Religion saved Europe from plunging into the abyss during the "dark" ages.

Like a room illuminated by candle light

The Dark Ages is a misnomer as it was an enlightened time. The Brilliant Ages is far more fitting.

Can you elaborate?

More like a house with many small rooms, each having its particular number of candles, some dimmer, other brighter. None as bright as if illuminated by a lightbulb, but none so dark you couldn't do some work.

Ignore the memers and the historical revisionists OP. It genuinely sucked at the time. You can see that most regions (estimated) GDP's barely improved over a 1000 year period. Overall western European average actually went down (mostly due to Italy) between 0 and 1000 AD.
en.wikipedia.org/wiki/List_of_regions_by_past_GDP_(PPP)

Of course these figures are pretty speculative but I'm willing to bet that if we compared the GDP of western Europe in 300AD to 1000AD we would see an actual decrease in nearly every country.

Please note, this mostly applies to western Europe. Of course there are many areas of Europe which thrived and prospered in this period (Eastern Roman Empire/Muslim states etc)

The Mediterranean after the fall of Rome became a pretty lawless place. North African pirates raped and pillaged coastal cities across southern Europe. Maritime trade declined hugely and it wasn't until the time of the Vikings that things started to pick up again.

Life was much much much much more rural and many of the organised state structures that worked well under the Romans utterly disintegrated under many administrations. It wasn't until the Carolingians that any states or entities that acted as states started emerging.

Armies also shrunk hugely in this period and would not recover their sizes achieved in late antiquity until the early modern period. This is testament to just how much states had become decentralised. Power could no longer be projected effectively as it had in the past.

Most of what we consider the Dark ages was really the 200/300 years after the fall of the Western empire. This isn't a meme. These were genuinely insecure times for nearly everyone in western Europe.

Well there's your non-meme answer. Here's your meme answer:
>Implying that the church didn't unite Europe and save it from itself.
>Implying that a frugal life of farming wasn't more worthy.
>Implying that there were any invasions and that it wasn't just population movement with continuity being much more common than change.

>muh GDP measures success in pre-modern societies
wut...

Go read a Wikipedia article. There are whole departments of economic historians figuring this stuff out.

good post

It was called dark because of the lack of records that survived the period.

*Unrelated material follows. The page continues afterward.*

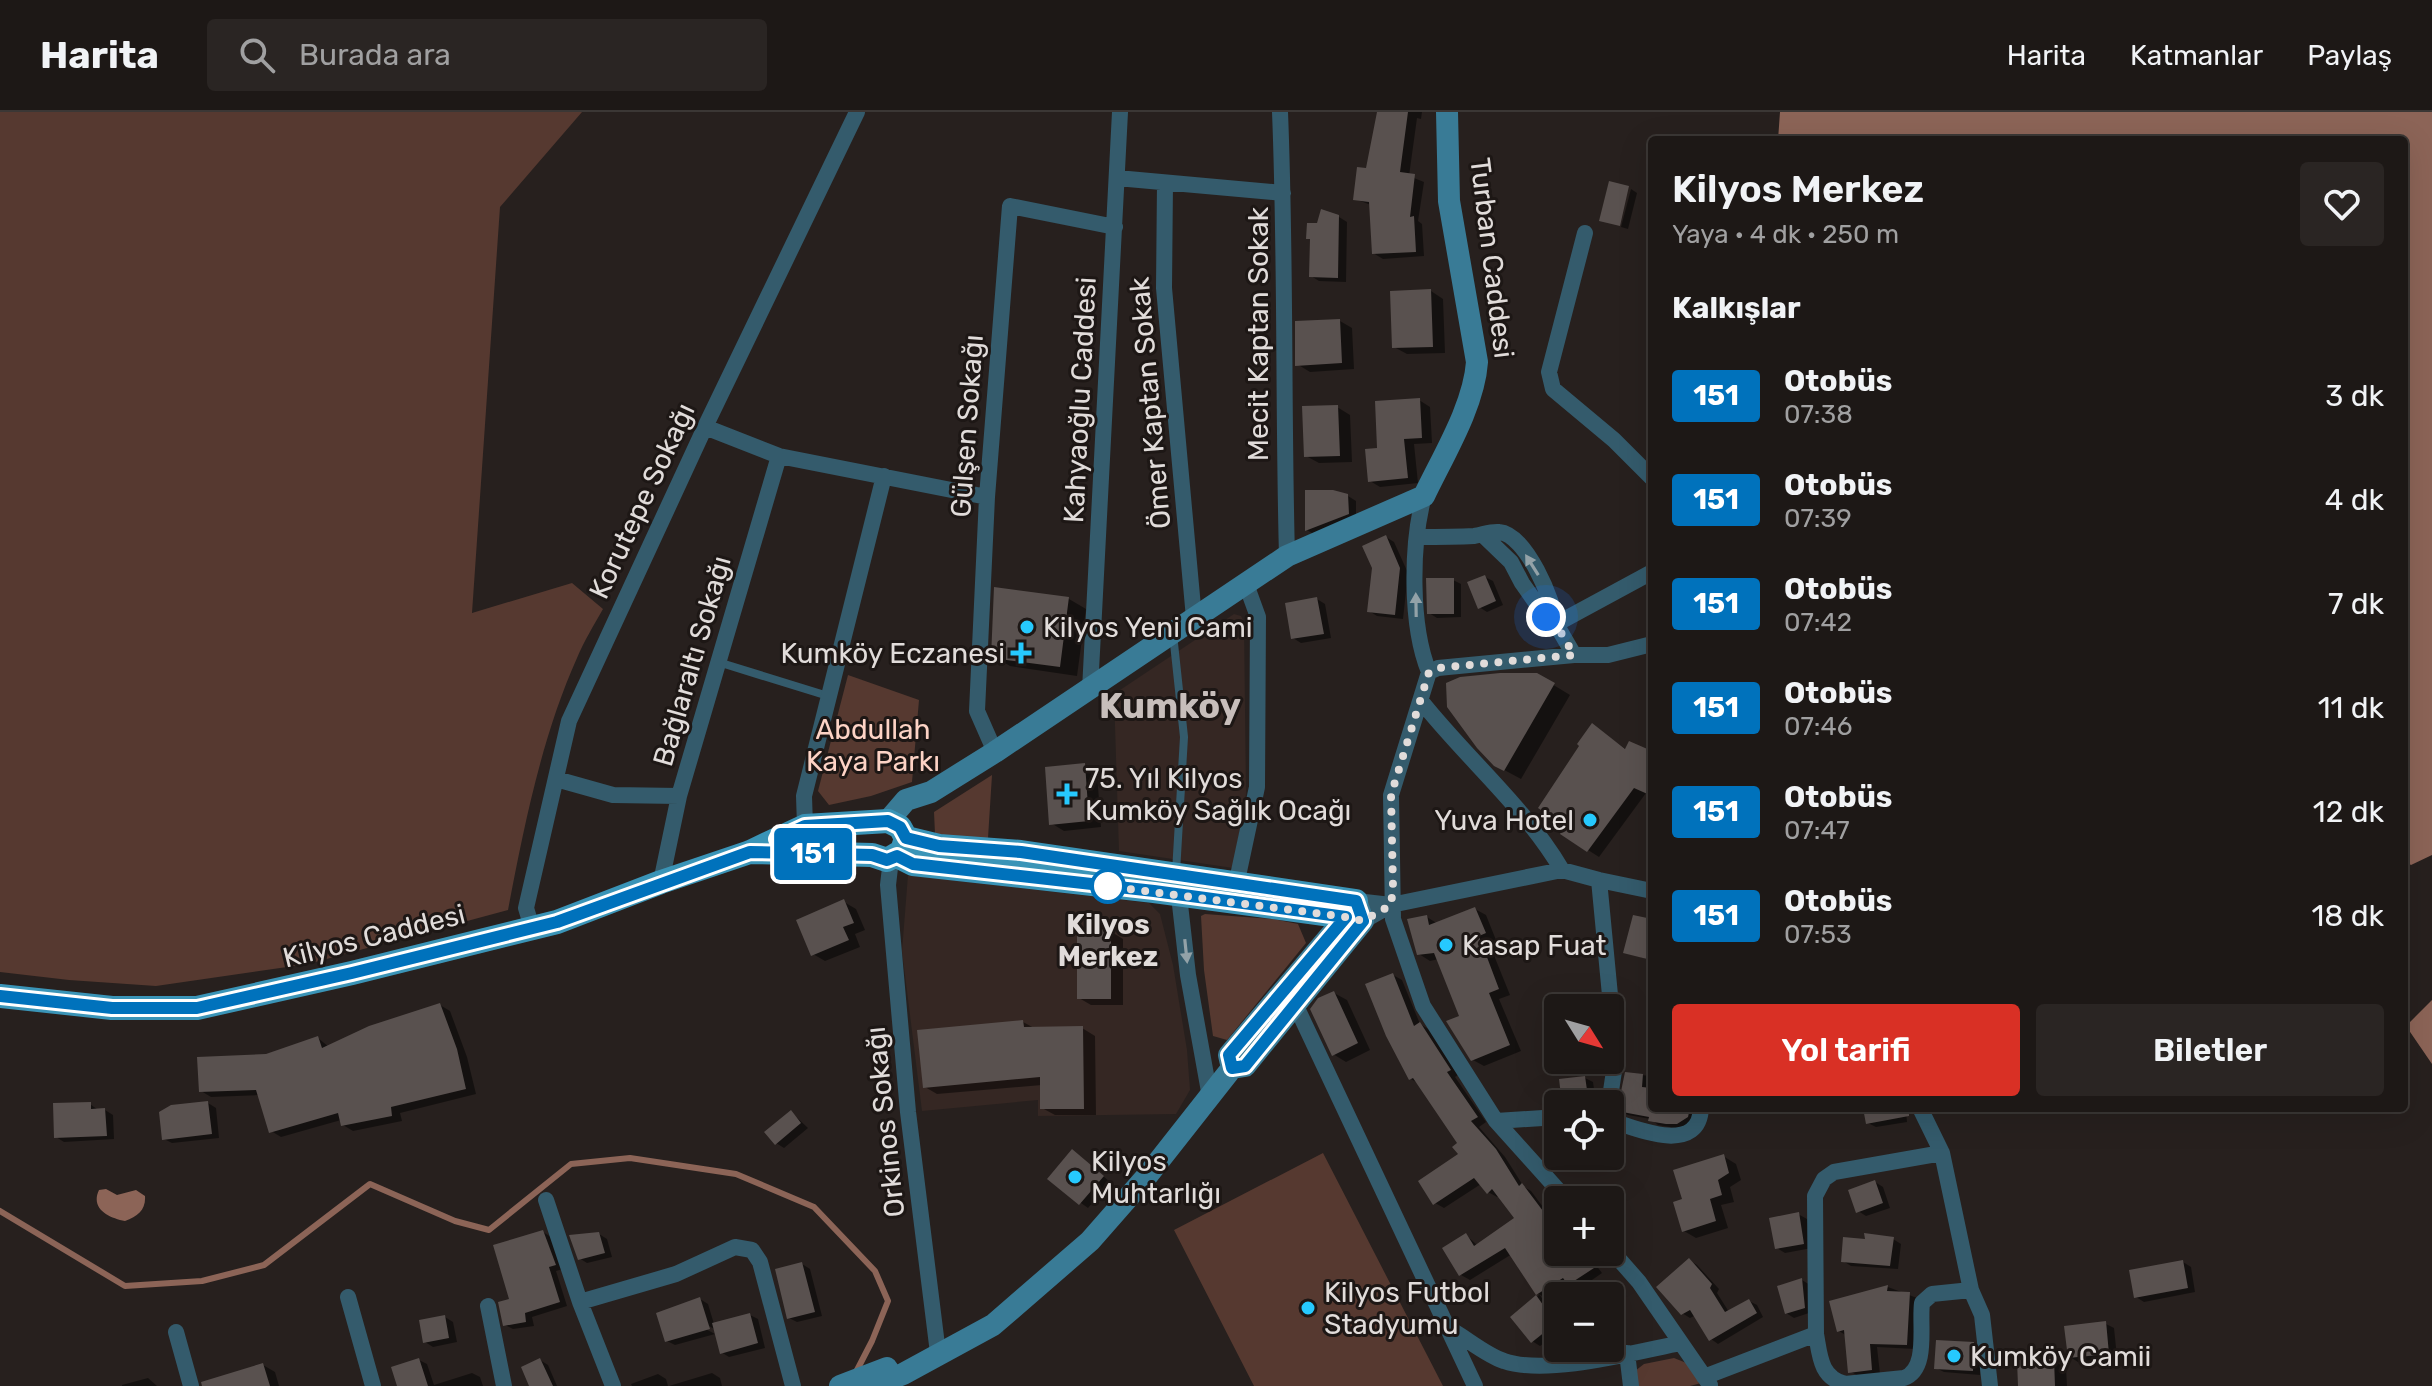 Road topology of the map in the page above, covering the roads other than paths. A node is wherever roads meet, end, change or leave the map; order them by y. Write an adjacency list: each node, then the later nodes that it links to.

You realize people cared more about quality over quantity, right? A blacksmith forging a good sword and selling it to some noblemen is going to less of a financial transaction than a factory mass producing swords.

Lets just say a more historically accurate name would be the Light Ages.

extremely EXTREMLY dark..
the bloodsucking, backwards, flat-earther catholick vampires literally blotted out the light of the sun and exterminated every single Pagan scientist, who were so enlightened that they emanated light blinding to the illiterate abrahamics

to expand on the sun-blotting part, they created a huge bonfire to blot it out, and used innumerable amounts of ancient secular Pagan writings and eidetic norse wisemen as fuel

How is that not a bad thing in and of itself? Lack of records means no written culture. Why do older works survive when they would have had to go through the same cataclysmic events? Why do few contemporary works survive? Clearly it is because there was nothing to preserve in the first place.

The vast majority of people lived in rural environments. There was no state for most people. There was no protection or police. Sanitation was unimaginably poor. Muslims were at the doorstep (thank you based charles martel). Education was essentially nonexistent. Plague. Knowledge of all sorts had been lost. And on and on.

You were better off living 2,000 years prior in the middle east.

That's textbook layman's pov, this should be the opening sentence for a history book on "why study the medieval time".

Do you even economics?

God your post is fucking stupid

>people still don't get that Dark Ages are called dark because there aren't many written sources

A dark room isn't called dark because it's depressing to be there, it's called dark because you can't see anything.

Remember the church kept alive Greek philosophical works.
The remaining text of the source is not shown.